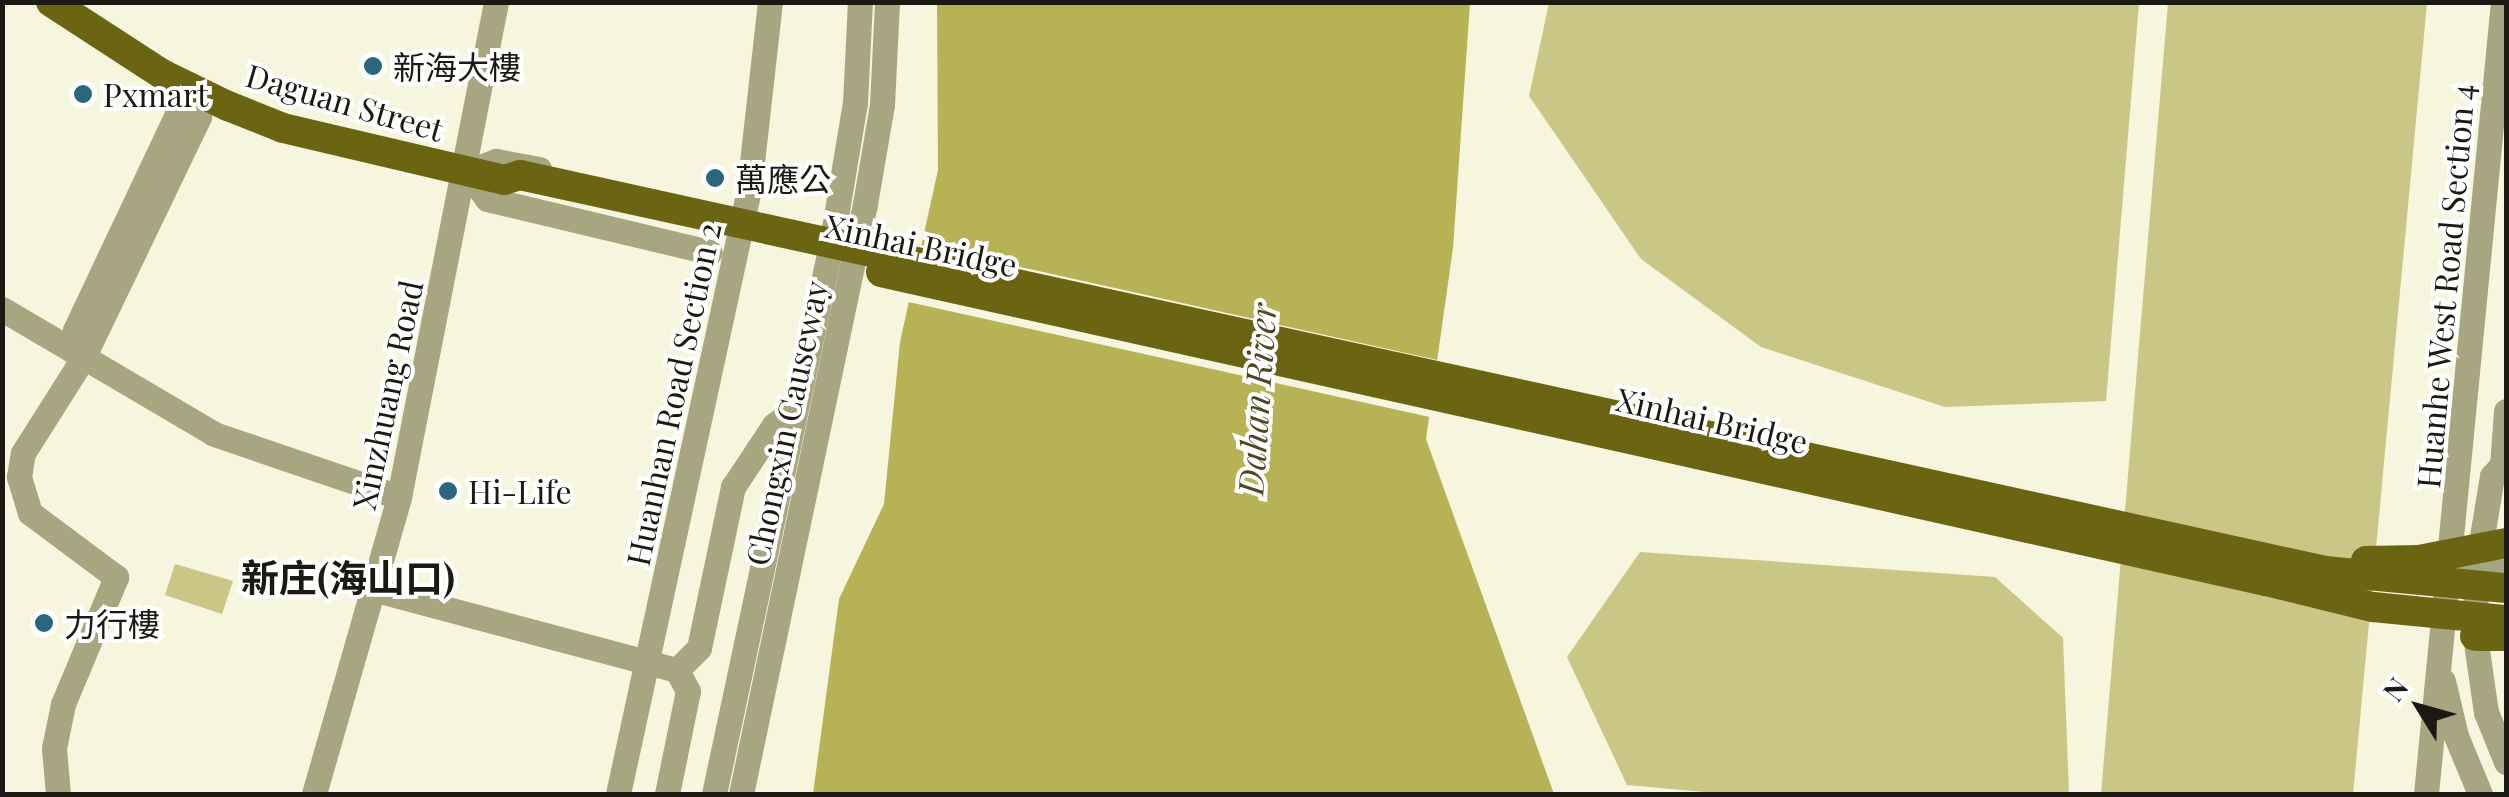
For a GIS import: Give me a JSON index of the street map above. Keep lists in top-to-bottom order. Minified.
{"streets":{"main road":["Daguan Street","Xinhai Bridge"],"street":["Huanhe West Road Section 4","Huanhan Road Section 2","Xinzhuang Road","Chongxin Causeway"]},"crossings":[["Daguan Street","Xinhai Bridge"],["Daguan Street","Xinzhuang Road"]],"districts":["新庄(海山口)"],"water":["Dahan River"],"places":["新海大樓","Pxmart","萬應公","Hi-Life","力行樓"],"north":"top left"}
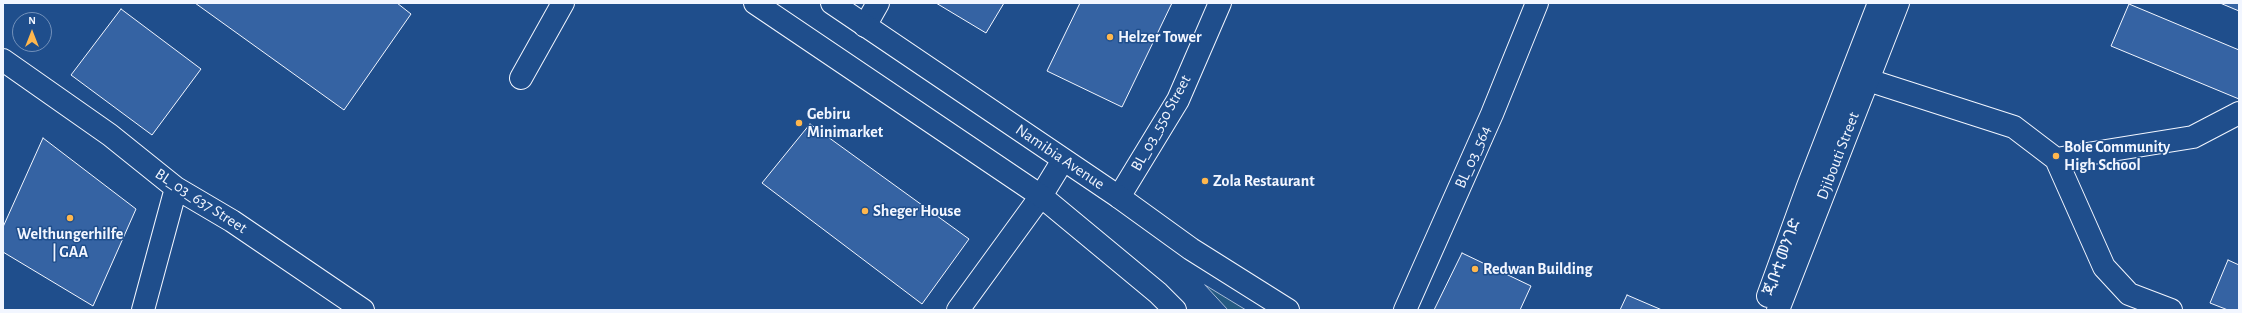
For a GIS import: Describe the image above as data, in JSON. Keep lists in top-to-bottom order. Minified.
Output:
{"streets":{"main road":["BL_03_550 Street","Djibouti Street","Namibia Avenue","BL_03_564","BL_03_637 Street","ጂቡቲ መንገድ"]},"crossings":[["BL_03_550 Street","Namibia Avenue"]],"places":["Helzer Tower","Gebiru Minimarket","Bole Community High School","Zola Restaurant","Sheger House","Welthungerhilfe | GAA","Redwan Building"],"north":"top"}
········
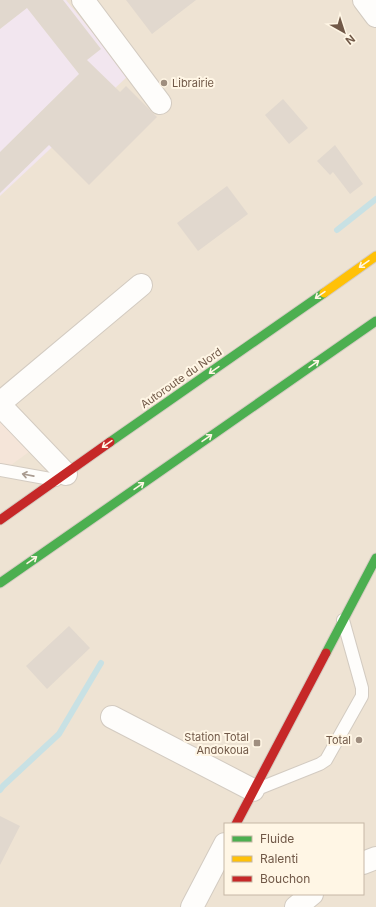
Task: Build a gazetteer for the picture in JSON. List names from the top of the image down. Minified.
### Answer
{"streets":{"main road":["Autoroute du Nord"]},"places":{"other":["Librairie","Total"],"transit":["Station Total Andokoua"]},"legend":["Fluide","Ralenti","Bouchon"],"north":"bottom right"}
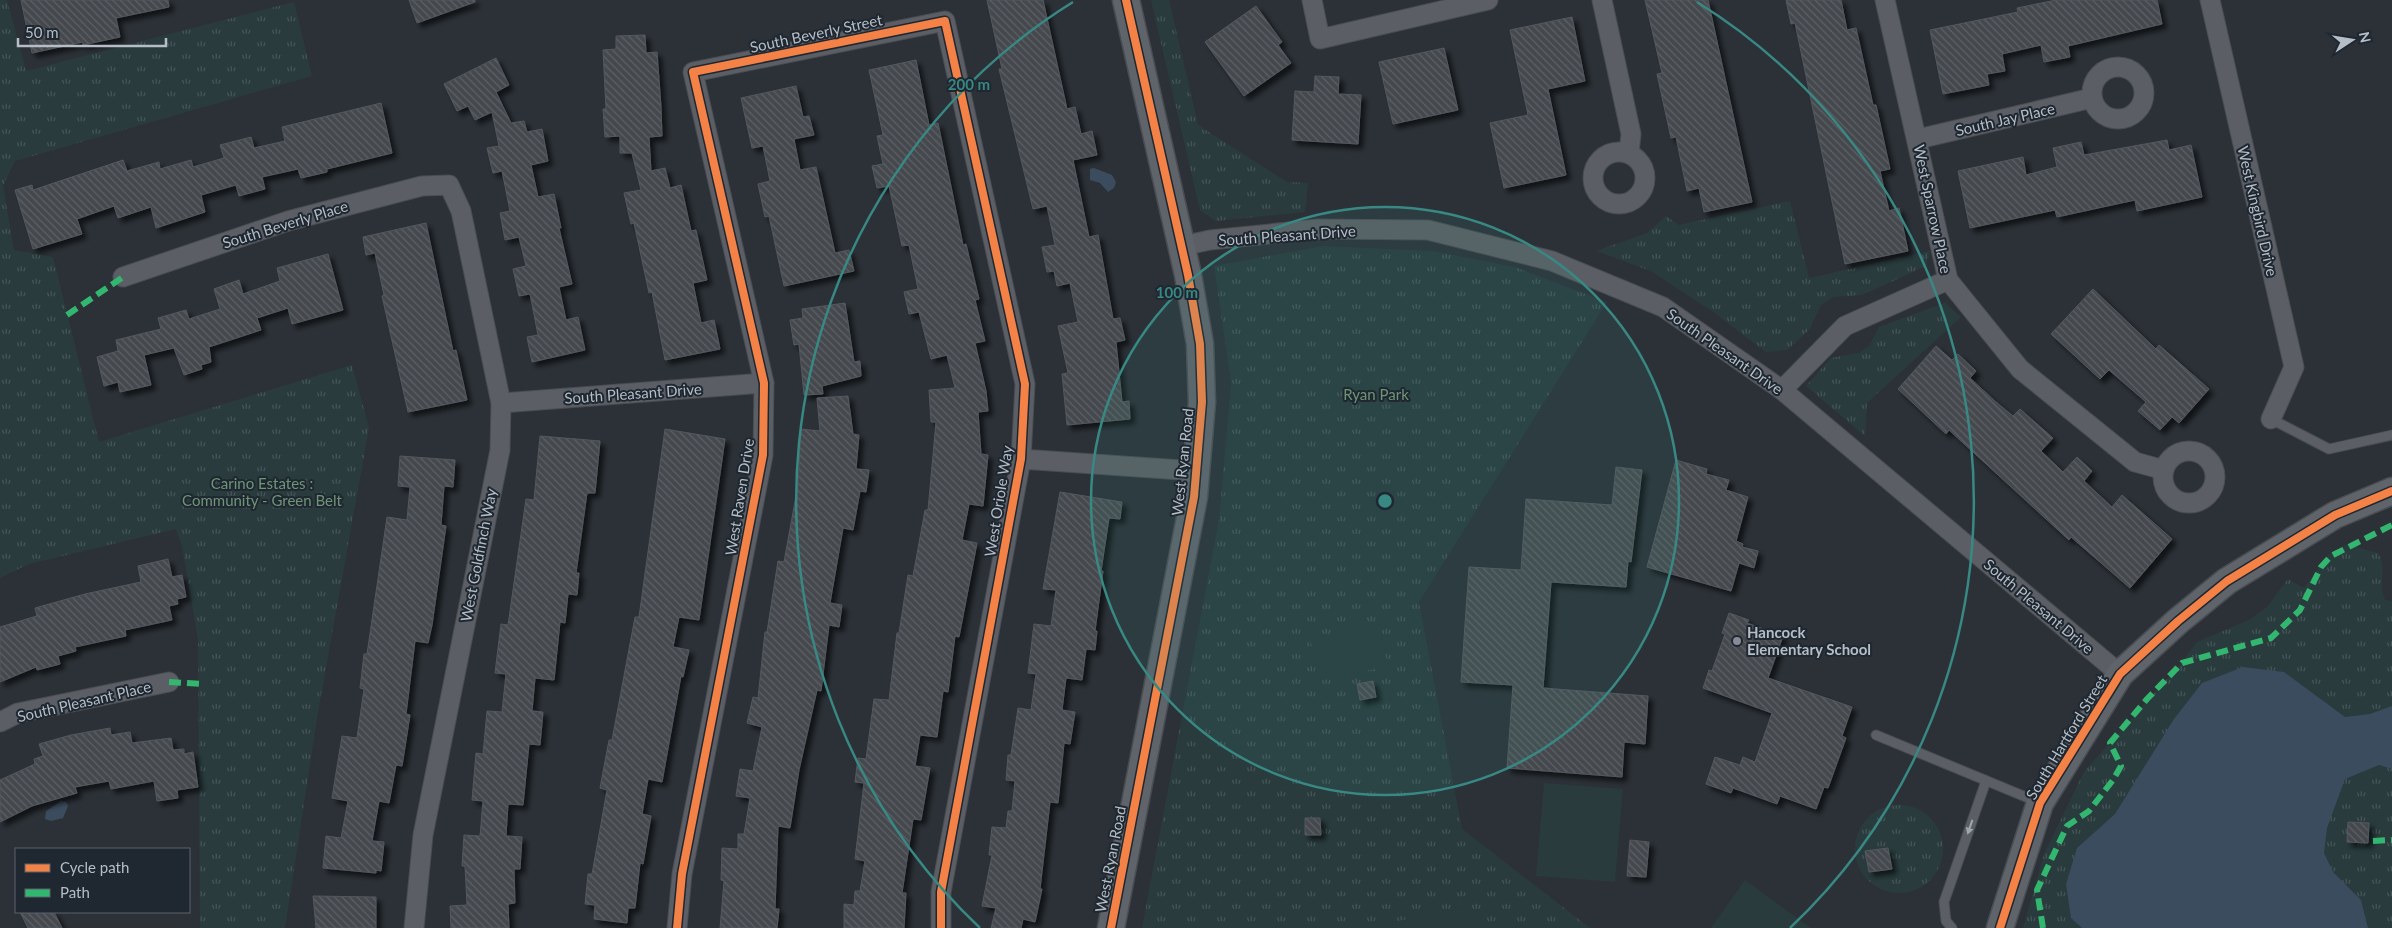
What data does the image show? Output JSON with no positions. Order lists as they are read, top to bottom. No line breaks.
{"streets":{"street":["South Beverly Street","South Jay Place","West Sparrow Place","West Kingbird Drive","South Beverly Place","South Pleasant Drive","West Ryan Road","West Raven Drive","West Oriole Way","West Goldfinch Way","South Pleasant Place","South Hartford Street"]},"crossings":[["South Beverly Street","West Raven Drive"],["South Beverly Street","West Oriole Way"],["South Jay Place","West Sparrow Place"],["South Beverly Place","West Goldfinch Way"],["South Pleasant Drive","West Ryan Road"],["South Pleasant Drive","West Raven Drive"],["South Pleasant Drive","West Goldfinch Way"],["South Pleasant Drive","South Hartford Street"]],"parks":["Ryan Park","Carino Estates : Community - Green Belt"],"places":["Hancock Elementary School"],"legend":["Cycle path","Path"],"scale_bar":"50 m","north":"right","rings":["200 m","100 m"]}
········
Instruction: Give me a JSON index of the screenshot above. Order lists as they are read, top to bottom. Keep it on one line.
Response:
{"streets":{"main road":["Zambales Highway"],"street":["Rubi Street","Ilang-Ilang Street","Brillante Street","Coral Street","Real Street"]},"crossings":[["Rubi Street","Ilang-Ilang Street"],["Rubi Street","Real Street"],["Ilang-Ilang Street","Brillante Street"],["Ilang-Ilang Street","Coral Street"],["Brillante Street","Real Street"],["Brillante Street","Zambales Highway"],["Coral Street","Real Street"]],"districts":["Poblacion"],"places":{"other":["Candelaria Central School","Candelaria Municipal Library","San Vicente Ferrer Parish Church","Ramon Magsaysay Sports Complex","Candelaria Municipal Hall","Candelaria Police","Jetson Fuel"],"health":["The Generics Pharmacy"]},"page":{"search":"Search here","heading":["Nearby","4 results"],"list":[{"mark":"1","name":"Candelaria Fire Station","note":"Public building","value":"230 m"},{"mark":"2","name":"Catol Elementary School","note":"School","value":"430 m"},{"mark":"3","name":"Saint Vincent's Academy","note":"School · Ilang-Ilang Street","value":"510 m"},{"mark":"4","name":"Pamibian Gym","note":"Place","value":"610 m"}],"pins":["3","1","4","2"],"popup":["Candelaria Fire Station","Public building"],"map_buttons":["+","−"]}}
········
Task to complete – Take the material above from the line bearing "For a GIS import: Give" through the line bearing "For a GIS import: Describe" and write it out exactly, both end lines included. Pictures stay out.

Result for this exercise –
For a GIS import: Give me a JSON index of the street map above. Keep lists in top-to-bottom order. Minified.
{"streets":{"main road":["Daguan Street","Xinhai Bridge"],"street":["Huanhe West Road Section 4","Huanhan Road Section 2","Xinzhuang Road","Chongxin Causeway"]},"crossings":[["Daguan Street","Xinhai Bridge"],["Daguan Street","Xinzhuang Road"]],"districts":["新庄(海山口)"],"water":["Dahan River"],"places":["新海大樓","Pxmart","萬應公","Hi-Life","力行樓"],"north":"top left"}
For a GIS import: Describe the image above as data, in JSON. Keep lists in top-to-bottom order. Minified.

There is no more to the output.